事務所ブログ

2014年11月21日 金曜日

刑事事件9 「人質司法」と言われる理由

 日本の刑事司法は「人質司法」だと批判されることがあります。
 簡単に言うと、逮捕・勾留による身体拘束が、事件について自白させることなど捜査機関に利用されている仕組みです。
 これは法律的にはどのような仕組みによるものでしょうか。
 ポイントとなるのは、勾留の理由です。
 罪証隠滅のおそれ、つまり証拠隠滅をする可能性がある場合は勾留することができるとされています。
 ここで、仮に身に覚えのないことで突然逮捕されたとします。
 えん罪ですので、当然そんなことはやってないと言うことになります。
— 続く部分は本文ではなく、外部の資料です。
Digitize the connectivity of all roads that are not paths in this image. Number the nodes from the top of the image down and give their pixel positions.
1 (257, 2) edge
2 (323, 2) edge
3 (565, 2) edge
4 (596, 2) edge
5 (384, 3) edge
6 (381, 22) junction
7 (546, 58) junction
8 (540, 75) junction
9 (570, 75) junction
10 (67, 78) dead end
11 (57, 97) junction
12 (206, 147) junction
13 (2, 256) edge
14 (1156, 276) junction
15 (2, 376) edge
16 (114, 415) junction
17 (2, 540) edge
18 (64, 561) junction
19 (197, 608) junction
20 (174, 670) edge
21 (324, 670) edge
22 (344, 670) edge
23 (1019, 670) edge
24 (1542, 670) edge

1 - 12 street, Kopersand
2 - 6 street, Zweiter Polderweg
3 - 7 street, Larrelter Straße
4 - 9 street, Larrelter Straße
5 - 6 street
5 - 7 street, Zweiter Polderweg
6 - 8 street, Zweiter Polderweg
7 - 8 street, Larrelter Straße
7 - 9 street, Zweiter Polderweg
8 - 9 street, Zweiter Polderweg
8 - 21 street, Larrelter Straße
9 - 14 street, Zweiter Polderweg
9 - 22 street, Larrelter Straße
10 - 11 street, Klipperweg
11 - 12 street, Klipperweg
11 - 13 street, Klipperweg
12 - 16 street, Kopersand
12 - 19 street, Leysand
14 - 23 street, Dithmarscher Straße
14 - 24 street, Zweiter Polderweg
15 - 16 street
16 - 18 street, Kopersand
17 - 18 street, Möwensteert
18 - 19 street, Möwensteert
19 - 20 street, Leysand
法律的には「否認」と言われます。
 ところが、そうすることで罪証隠滅のおそれがあるとされやすくなってしまいます。
 例えば、やっていないと嘘をついているのではないか、そうすると、嘘と辻褄を合わせるために拘束をしておかないと証拠隠滅をするかもしれないなどと考えられます。
 しかし、捕まった側からすれば、身に覚えのないことなので証拠隠滅も何もありません。
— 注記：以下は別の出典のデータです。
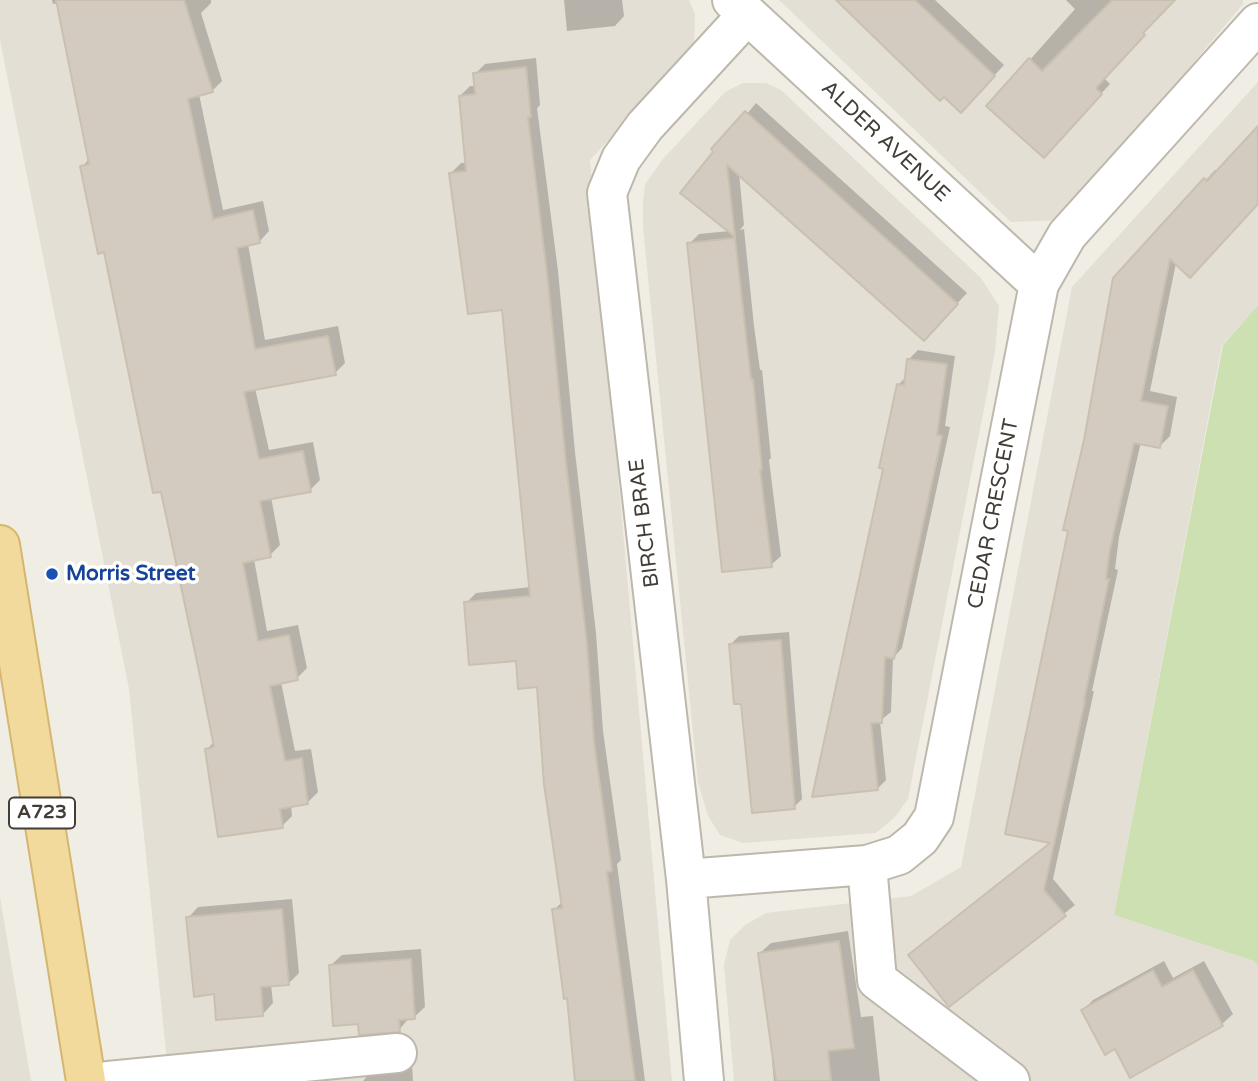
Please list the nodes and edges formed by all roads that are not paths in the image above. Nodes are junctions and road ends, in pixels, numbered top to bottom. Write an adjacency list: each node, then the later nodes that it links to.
1 (739, 8): 3 (street, ALDER AVENUE); 6 (street, BIRCH BRAE)
2 (1258, 23): 3 (street, CEDAR CRESCENT)
3 (1039, 284): 5 (street, CEDAR CRESCENT)
4 (0, 545): 8 (main road, A723)
5 (867, 865): 6 (street, CEDAR CRESCENT); 11 (street)
6 (686, 879): 10 (street, BIRCH BRAE)
7 (397, 1053): 9 (street)
8 (86, 1081)
9 (108, 1081)
10 (704, 1081)
11 (1010, 1081)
 勾留される期間についても、少なくとも10日間ですが、否認ということになると延長され、20日間拘束されるのがほとんどでしょう。
 さらに、自白すれば罰金刑などで済み、長くても20日の勾留で釈放されるところが、否認ということになると正式な裁判を受けることになる可能性が高く、そうなると保釈されない限り裁判が終わるまで拘束が続きますので、20日間どころか数か月は拘束が続くことになります。
 突然20日間も仕事を休むことになったらどうなるでしょう。
 それも、20日間だけなら職場によほど理解があれば待ってくれるかもしれませんが、否認を続けて正式裁判になってさらに数か月も拘束されるかもしれません。
 保釈にしても、結局は勾留の理由と同じで、否認をしていると罪証隠滅のおそれがあるとされやすく、認められにくいのが現実です。
 仕事はクビになり、家族の生活はぼろぼろになるかもしれません。
 そうでなくても、突然日常生活から引き離され、自由のない特異な環境に置かれるというのは肉体的にも精神的にも大きな負担となるものです。
 そうなると、早期の釈放によって自分と家族の生活を守るためには、やっていないことでもやったと嘘をつくこともやむを得ないと思えてしまうこともあるでしょう。
 このように、法律上の仕組みを利用し、自身の身柄を人質に自白などを迫られる状況が作られることから「人質司法」と呼ばれるわけです。